Given records:
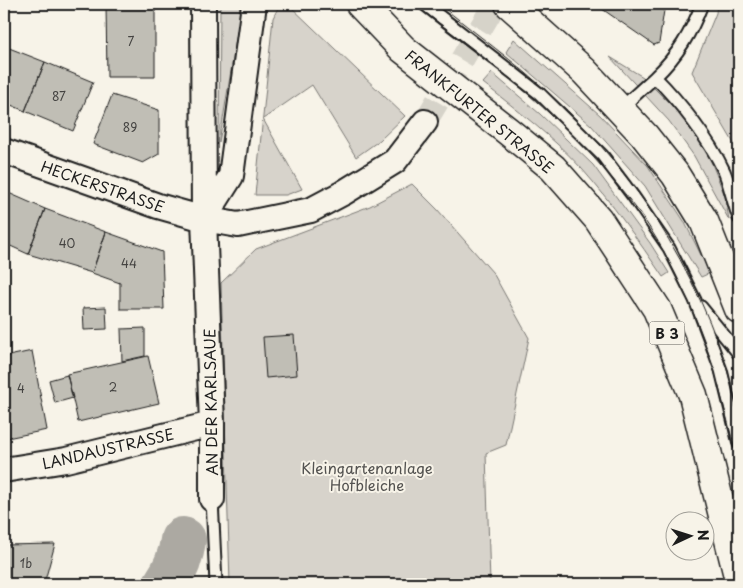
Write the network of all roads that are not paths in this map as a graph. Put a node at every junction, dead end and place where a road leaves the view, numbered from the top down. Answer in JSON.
{"nodes":[{"id":1,"x":203,"y":4,"type":"edge"},
{"id":2,"x":254,"y":4,"type":"edge"},
{"id":3,"x":360,"y":4,"type":"edge"},
{"id":4,"x":424,"y":4,"type":"edge"},
{"id":5,"x":509,"y":4,"type":"edge"},
{"id":6,"x":702,"y":4,"type":"edge"},
{"id":7,"x":655,"y":77,"type":"junction"},
{"id":8,"x":620,"y":109,"type":"junction"},
{"id":9,"x":425,"y":122,"type":"tunnel mouth"},
{"id":10,"x":4,"y":151,"type":"edge"},
{"id":11,"x":739,"y":218,"type":"edge"},
{"id":12,"x":204,"y":219,"type":"junction"},
{"id":13,"x":695,"y":300,"type":"junction"},
{"id":14,"x":739,"y":309,"type":"edge"},
{"id":15,"x":739,"y":354,"type":"edge"},
{"id":16,"x":212,"y":424,"type":"junction"},
{"id":17,"x":739,"y":444,"type":"edge"},
{"id":18,"x":4,"y":470,"type":"edge"},
{"id":19,"x":212,"y":499,"type":"joint"},
{"id":20,"x":739,"y":580,"type":"edge"},
{"id":21,"x":216,"y":584,"type":"edge"}],
"edges":[{"from":1,"to":12,"type":"street","name":"AN DER KARLSAUE"},
{"from":2,"to":12,"type":"street"},
{"from":3,"to":20,"type":"main road","name":"FRANKFURTER STRASSE","number":"B 3"},
{"from":4,"to":13,"type":"lane"},
{"from":5,"to":8,"type":"main road"},
{"from":6,"to":7,"type":"lane"},
{"from":7,"to":8,"type":"lane"},
{"from":7,"to":11,"type":"lane"},
{"from":8,"to":14,"type":"main road"},
{"from":9,"to":12,"type":"street","name":"HECKERSTRASSE"},
{"from":10,"to":12,"type":"street","name":"HECKERSTRASSE"},
{"from":12,"to":16,"type":"street","name":"AN DER KARLSAUE"},
{"from":13,"to":15,"type":"lane"},
{"from":13,"to":17,"type":"lane"},
{"from":16,"to":18,"type":"street","name":"LANDAUSTRASSE"},
{"from":16,"to":19,"type":"street","name":"AN DER KARLSAUE"},
{"from":19,"to":21,"type":"lane","name":"AN DER KARLSAUE"}]}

Problem to work on: Look through the entries above and find each line where the word "junction" occurs; copy those lines.

Reply:
Write the network of all roads that are not paths in this map as a graph. Put a node at every junction, dead end and place where a road leaves the view, numbered from the top down. Answer in JSON.
{"id":7,"x":655,"y":77,"type":"junction"},
{"id":8,"x":620,"y":109,"type":"junction"},
{"id":12,"x":204,"y":219,"type":"junction"},
{"id":13,"x":695,"y":300,"type":"junction"},
{"id":16,"x":212,"y":424,"type":"junction"},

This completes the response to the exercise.